10 June – 28 September 2014. Outset Project Gallery (Gallery 5) & 176/Zabludowicz Collection Project Gallery (Gallery 6)

London-based New Zealand artist Francis Upritchard is creating the Whitechapel Gallery’s annual Children’s Commission, a new work of art made specially for children and families and presented throughout the summer. Her new installation, which features a papier-mâché dinosaur and other figures, is inspired by craft traditions from Brazil and her native New Zealand and experiments with materials, forms and textures.

Upritchard’s work is rooted in cultural history, rituals, and storytelling, from the 1960s hippie movement and psychedelia to gothic folklore. As part of her new installation the artist presents a series of playful figures made from balata, a rubber-like material found in the Amazon rainforests. She discovered and mastered the material during a residency in Brazil, where balata is used by skilled local craftsmen to create colourful toys which depict humans, animals and monsters, each inspired by myths and legends of Amazonia.

A 2-meter long dinosaur rests on a table, accompanied by a series of sculptures presented on specially designed shelves and plinths. The works, made of glass, clay, bronze and plastic, draw on the artist’s research into ceramic traditions of New Zealand potters and her exploration of colour, texture and opacity.

Collaboration is an important element of Francis Upritchard’s work and she often produces artist-books to accompany her exhibitions. To coincide with the Children’s Commission she will make a new publication designed by James Goggin and Shan Connell.

On Saturday 21 June a day of fun free activities for families will take over the Gallery. Inspired by the Children’s Commission, the family day includes creative workshops with artists and composers selected by Francis Upritchard. The artist will also take part in a discussion about her new work with artist Brian Griffiths on Thursday 3 July.
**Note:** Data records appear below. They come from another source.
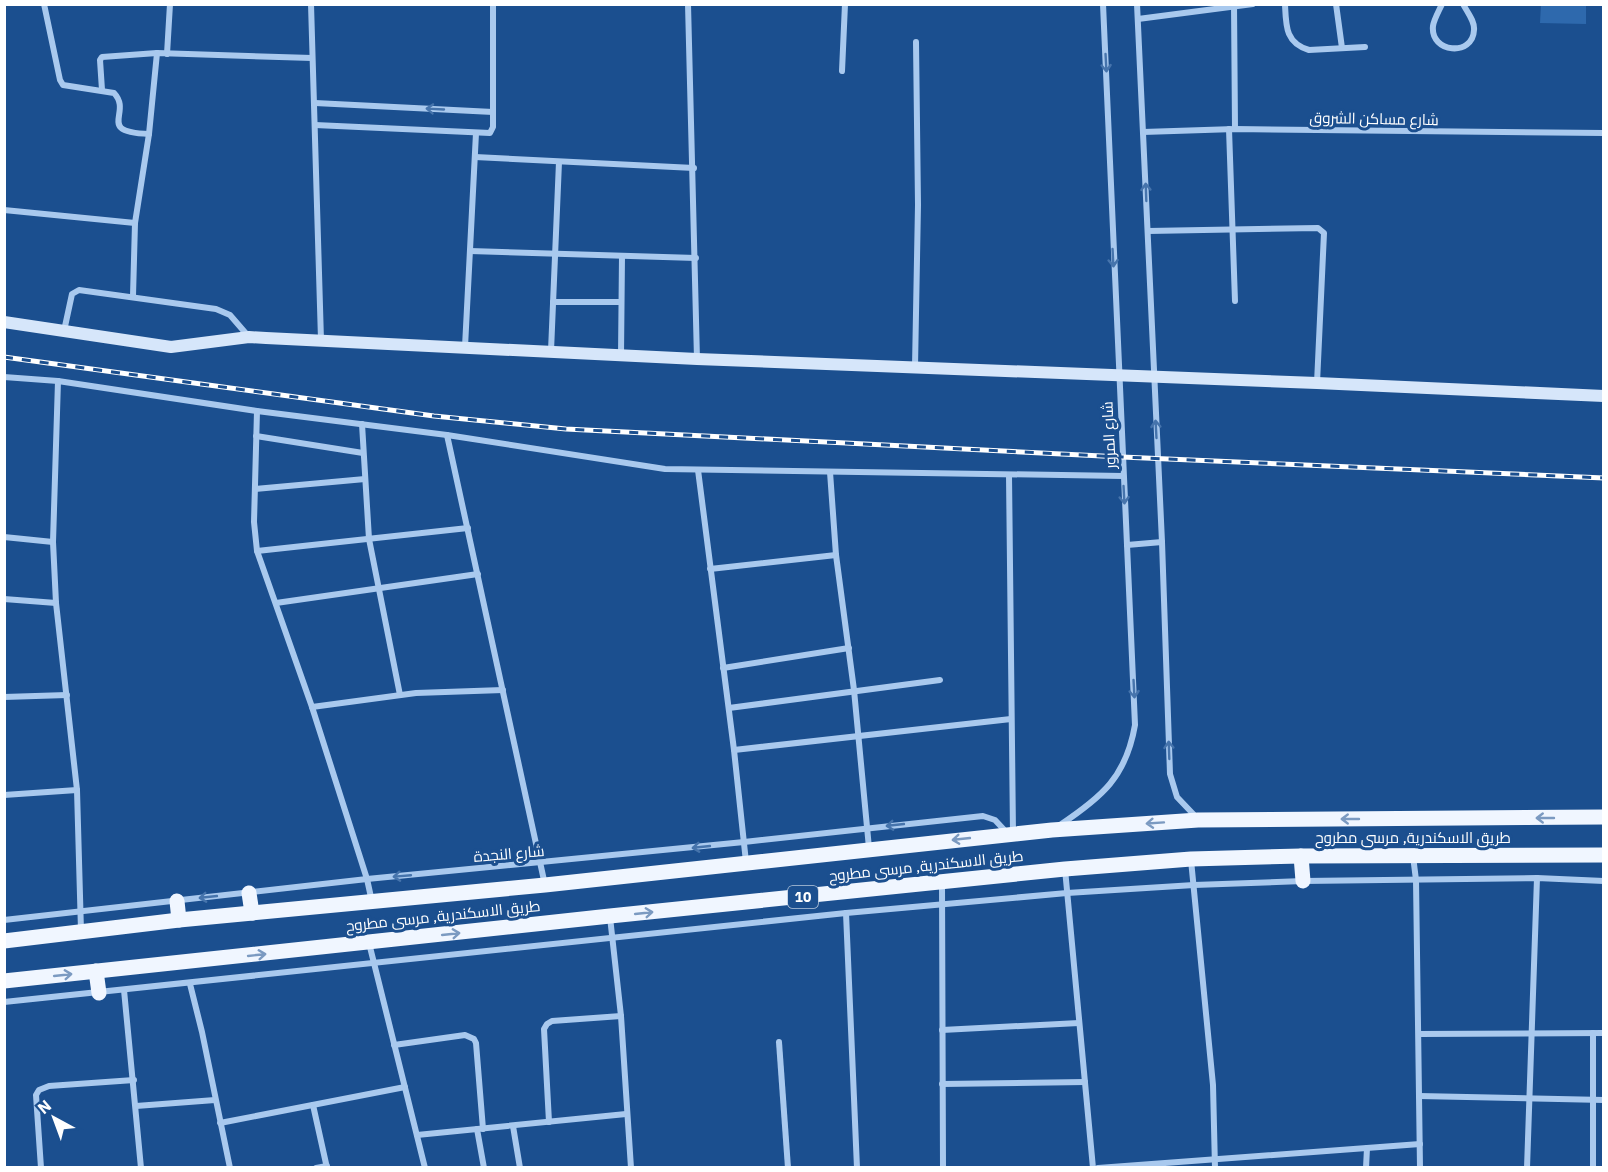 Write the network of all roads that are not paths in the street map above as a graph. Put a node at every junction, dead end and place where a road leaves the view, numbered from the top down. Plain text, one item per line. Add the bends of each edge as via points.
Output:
1 (44, 4) edge
2 (170, 4) edge
3 (311, 4) edge
4 (493, 4) edge
5 (688, 4) edge
6 (845, 4) edge
7 (1103, 4) edge
8 (1137, 4) edge
9 (1253, 4) edge
10 (1285, 4) edge
11 (1336, 4) edge
12 (1442, 4) edge
13 (1463, 4) edge
14 (1234, 6) edge
15 (1138, 19) junction
16 (916, 42) dead end
17 (1365, 47) dead end
18 (1342, 48) junction
19 (157, 53) junction
20 (167, 54) junction
21 (312, 58) junction
22 (842, 71) dead end
23 (102, 90) junction
24 (315, 103) junction
25 (493, 112) junction
26 (315, 125) junction
27 (1232, 129) junction
28 (1143, 132) junction
29 (476, 133) junction
30 (149, 134) junction
31 (1604, 134) edge
32 (475, 157) junction
33 (559, 162) junction
34 (694, 168) junction
35 (4, 210) edge
36 (135, 223) junction
37 (1233, 230) junction
38 (1148, 231) junction
39 (470, 251) junction
40 (555, 254) junction
41 (622, 256) junction
42 (696, 258) junction
43 (133, 296) junction
44 (1235, 301) dead end
45 (553, 302) junction
46 (621, 302) junction
47 (4, 322) edge
48 (64, 332) junction
49 (249, 337) junction
50 (321, 341) junction
51 (465, 347) junction
52 (551, 351) junction
53 (621, 355) junction
54 (697, 359) junction
55 (915, 367) junction
56 (1118, 375) junction
57 (4, 377) edge
58 (1154, 377) junction
59 (58, 381) junction
60 (1317, 383) junction
61 (1604, 396) edge
62 (256, 411) junction
63 (362, 424) junction
64 (447, 435) junction
65 (256, 436) junction
66 (363, 453) junction
67 (698, 470) junction
68 (830, 472) junction
69 (1009, 475) junction
70 (1124, 476) junction
71 (365, 479) junction
72 (255, 489) junction
73 (468, 528) junction
74 (4, 537) edge
75 (369, 538) junction
76 (52, 542) junction
77 (1162, 542) junction
78 (1127, 545) junction
79 (257, 550) junction
80 (836, 555) junction
81 (710, 569) junction
82 (478, 574) junction
83 (378, 589) junction
84 (4, 599) edge
85 (56, 603) junction
86 (276, 603) junction
87 (849, 648) junction
88 (723, 668) junction
89 (940, 680) dead end
90 (503, 690) junction
91 (854, 690) junction
92 (67, 695) junction
93 (400, 695) junction
94 (4, 697) edge
95 (312, 707) junction
96 (729, 708) junction
97 (1011, 719) junction
98 (859, 736) junction
99 (735, 750) junction
100 (76, 790) junction
101 (4, 795) edge
102 (1604, 818) edge
103 (1198, 820) junction
104 (867, 828) junction
105 (1052, 830) junction
106 (1011, 834) junction
107 (744, 842) junction
108 (869, 849) junction
109 (1604, 855) edge
110 (1301, 856) junction
111 (1413, 856) junction
112 (1191, 859) junction
113 (746, 862) junction
114 (540, 863) junction
115 (1065, 869) junction
116 (1537, 878) junction
117 (367, 879) junction
118 (1416, 880) junction
119 (1302, 881) junction
120 (1604, 881) edge
121 (942, 883) junction
122 (545, 885) junction
123 (1194, 885) junction
124 (249, 893) junction
125 (1068, 893) junction
126 (177, 901) junction
127 (372, 902) junction
128 (942, 905) junction
129 (81, 912) junction
130 (252, 913) junction
131 (846, 913) junction
132 (610, 916) junction
133 (4, 920) edge
134 (179, 920) junction
135 (81, 932) junction
136 (612, 939) junction
137 (4, 941) edge
138 (369, 943) junction
139 (375, 964) junction
140 (96, 971) junction
141 (4, 981) edge
142 (190, 984) junction
143 (124, 990) junction
144 (99, 993) junction
145 (4, 1002) edge
146 (621, 1016) junction
147 (1079, 1023) junction
148 (942, 1030) junction
149 (1419, 1034) junction
150 (1531, 1034) junction
151 (1593, 1034) junction
152 (1604, 1034) edge
153 (778, 1042) dead end
154 (394, 1045) junction
155 (134, 1080) junction
156 (1085, 1082) junction
157 (942, 1084) junction
158 (405, 1087) junction
159 (1419, 1096) junction
160 (1529, 1099) junction
161 (215, 1100) junction
162 (1593, 1100) junction
163 (1604, 1100) edge
164 (313, 1105) junction
165 (136, 1106) junction
166 (626, 1114) junction
167 (549, 1122) junction
168 (220, 1123) junction
169 (513, 1126) junction
170 (480, 1129) junction
171 (417, 1135) junction
172 (1420, 1144) junction
173 (1367, 1148) junction
174 (1215, 1159) junction
175 (40, 1167) edge
176 (141, 1167) edge
177 (230, 1167) edge
178 (316, 1167) edge
179 (327, 1167) edge
180 (425, 1167) edge
181 (484, 1167) edge
182 (520, 1167) edge
183 (631, 1167) edge
184 (788, 1167) edge
185 (857, 1167) edge
186 (942, 1167) edge
187 (1093, 1167) edge
188 (1100, 1167) edge
189 (1215, 1167) edge
190 (1366, 1167) edge
191 (1420, 1167) edge
192 (1527, 1167) edge
193 (1593, 1167) edge

1 - 23 street via 60,80 68,87
2 - 20 street
3 - 21 street
4 - 25 street
5 - 34 street
6 - 22 street
7 -> 56 street, شارع المرور
8 - 15 street
9 - 14 street
10 - 18 street via 1287,31 1295,44 1309,50
11 - 18 street
12 - 13 street via 1434,35 1452,50 1467,45 1474,30
14 - 15 street
14 - 27 street
15 - 28 street
16 - 55 street
17 - 18 street
19 - 20 street
19 - 23 street via 102,57
19 - 30 street
20 - 21 street
21 - 24 street
23 - 30 street via 117,96 122,130
25 -> 24 street
24 - 26 street
25 - 29 street via 492,132
26 - 29 street
26 - 50 street
27 - 28 street, شارع مساكن الشروق
27 - 31 street, شارع مساكن الشروق
27 - 37 street
38 -> 28 street
29 - 32 street
30 - 36 street
32 - 33 street
32 - 39 street
33 - 34 street
33 - 40 street
34 - 42 street
35 - 36 street
36 - 43 street
37 - 38 street
37 - 44 street
37 - 60 street via 1318,228 1324,232
38 - 58 street
39 - 40 street
39 - 51 street
40 - 41 street
40 - 45 street
41 - 42 street
41 - 46 street
42 - 54 street
43 - 48 street via 74,291
43 - 49 street via 223,311
45 - 46 street
45 - 52 street
46 - 53 street
47 - 48 street
48 - 49 street via 171,347
49 - 50 street
50 - 51 street
51 - 52 street
52 - 53 street
53 - 54 street
54 - 55 street
55 - 56 street
56 - 58 street
56 - 70 street, شارع المرور
57 - 59 street
58 - 60 street
77 -> 58 street
59 - 62 street
59 - 76 street
60 - 61 street
62 - 63 street
62 - 65 street
63 - 64 street
63 - 66 street
64 - 67 street via 665,469
64 - 73 street
65 - 66 street
65 - 72 street
66 - 71 street
67 - 68 street
67 - 81 street
68 - 69 street
68 - 80 street
69 - 70 street
69 - 97 street
70 -> 78 street, شارع المرور
71 - 72 street
71 - 75 street
72 - 79 street
73 - 75 street
73 - 82 street
74 - 76 street
75 - 79 street
75 - 83 street
76 - 85 street
77 - 78 street
103 -> 77 street via 1177,797 1170,774
78 -> 105 street, شارع المرور via 1135,705 1131,744 1125,763 1102,795
79 - 86 street
80 - 81 street
80 - 87 street
81 - 88 street
82 - 83 street
82 - 90 street
83 - 86 street
83 - 93 street
84 - 85 street
85 - 92 street
86 - 95 street
87 - 88 street
87 - 91 street
88 - 96 street
89 - 91 street
90 - 93 street
90 - 114 street
91 - 96 street
91 - 98 street
92 - 94 street
92 - 100 street
93 - 95 street
95 - 117 street
96 - 99 street
97 - 98 street
97 - 106 street
98 - 99 street
98 - 104 street
99 - 107 street
100 - 101 street
100 - 129 street
102 -> 103 main road, طريق الاسكندرية, مرسى مطروح
103 -> 105 main road, طريق الاسكندرية, مرسى مطروح
106 -> 104 street, شارع النجدة via 995,820 983,816
104 - 107 street, شارع النجدة
104 - 108 street
105 - 106 main road, طريق الاسكندرية, مرسى مطروح
106 -> 108 main road, طريق الاسكندرية, مرسى مطروح
107 - 113 street
107 -> 114 street, شارع النجدة
108 - 113 main road, طريق الاسكندرية, مرسى مطروح
109 - 111 main road, طريق الاسكندرية, مرسى مطروح / 10
110 - 111 main road, طريق الاسكندرية, مرسى مطروح / 10
110 - 112 main road, طريق الاسكندرية, مرسى مطروح / 10
110 - 119 main road
111 - 118 street
112 - 115 main road, طريق الاسكندرية, مرسى مطروح / 10
112 - 123 street
113 - 122 main road, طريق الاسكندرية, مرسى مطروح
114 -> 117 street, شارع النجدة
114 - 122 street
115 - 121 main road, طريق الاسكندرية, مرسى مطروح / 10
115 - 125 street
116 - 118 street
116 - 120 street
116 - 150 street
117 - 124 street, شارع النجدة
117 - 127 street
118 - 119 street
118 - 149 street
119 - 123 street
121 - 128 street
132 -> 121 main road, طريق الاسكندرية, مرسى مطروح / 10
122 - 127 main road, طريق الاسكندرية, مرسى مطروح
123 - 125 street
123 - 174 street via 1213,1085
124 -> 126 street, شارع النجدة
124 - 130 main road
125 - 128 street
125 - 147 street
126 - 129 street, شارع النجدة
126 - 134 main road
127 - 130 main road, طريق الاسكندرية, مرسى مطروح
128 - 131 street
128 - 148 street
129 - 133 street, شارع النجدة
129 - 135 street
130 - 134 main road, طريق الاسكندرية, مرسى مطروح
131 - 136 street
131 - 185 street
132 - 136 street
138 -> 132 main road, طريق الاسكندرية, مرسى مطروح / 10
134 - 135 main road, طريق الاسكندرية, مرسى مطروح
135 - 137 main road, طريق الاسكندرية, مرسى مطروح
136 - 139 street
136 - 146 street
138 - 139 street
140 -> 138 main road, طريق الاسكندرية, مرسى مطروح / 10
139 - 142 street
139 - 154 street
141 -> 140 main road, طريق الاسكندرية, مرسى مطروح / 10
140 - 144 main road
142 - 143 street
142 - 161 street
143 - 144 street
143 - 155 street
144 - 145 street
146 - 166 street
146 - 167 street via 547,1024 544,1029
147 - 148 street
147 - 156 street
148 - 157 street
149 - 150 street
149 - 159 street
150 - 151 street
150 - 160 street
151 - 152 street
151 - 162 street
153 - 184 street
154 - 158 street
154 - 170 street via 465,1035 474,1039
155 - 165 street
155 - 175 street via 39,1090 36,1102
156 - 157 street
156 - 187 street
157 - 186 street
158 - 164 street
158 - 171 street
159 - 160 street
159 - 172 street
160 - 162 street
160 - 192 street
161 - 165 street
161 - 168 street
162 - 163 street
162 - 193 street
164 - 168 street
164 - 179 street
165 - 176 street
166 - 167 street
166 - 183 street
167 - 169 street
168 - 177 street
169 - 170 street
169 - 182 street
170 - 171 street
170 - 181 street
171 - 180 street
172 - 173 street
172 - 191 street
173 - 174 street
173 - 190 street
174 - 188 street
174 - 189 street
178 - 179 street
Previous Children’s Commissions at the Whitechapel Gallery include Jake and Dinos Chapman’s exhibition of modern-day scary fairy tales in 2010 and Eva Rothschild’s Boys and Sculpture (2012) a film showing what happened when a group of local schoolboys were let loose in a gallery.

Notes for Editors
– Francis Upritchard was born in 1976 in New Plymouth, New Zealand. In 2009 she represented New Zealand at the 53rd Venice Biennale and her work is included in ‘A Thousand Doors’, NEON and the Whitechapel Gallery at The Gennadius Library of The American School of Classical Studies at Athens in Greece (4 May – 30 June 2014.). Her recent solo exhibitions include; Francis Upritchard,  Kate MacGarry, London, UK, 2014; Mandrake, The Douglas Hyde Gallery, Dublin, 2013; Potato Poem, MIMOCA, Japan, 2013; War Dance, Anton Kern Gallery, New York; A Hand of Cards, Nottingham Contemporary, UK, 2012; A Long Wait, Contemporary Arts Centre, Cincinnati, 2012 and In Die Höhle, Secession, Vienna, 2010.
– Past Publications include Doomed Doomed All Doomed (2005), In die Höhle (2007) and Save Yourself (2009).
–  The Children’s Commission is curated by Sofia Victorino, Daskalopoulos, Head of Education and Public Programmes and Selina Levinson, Curator: Families.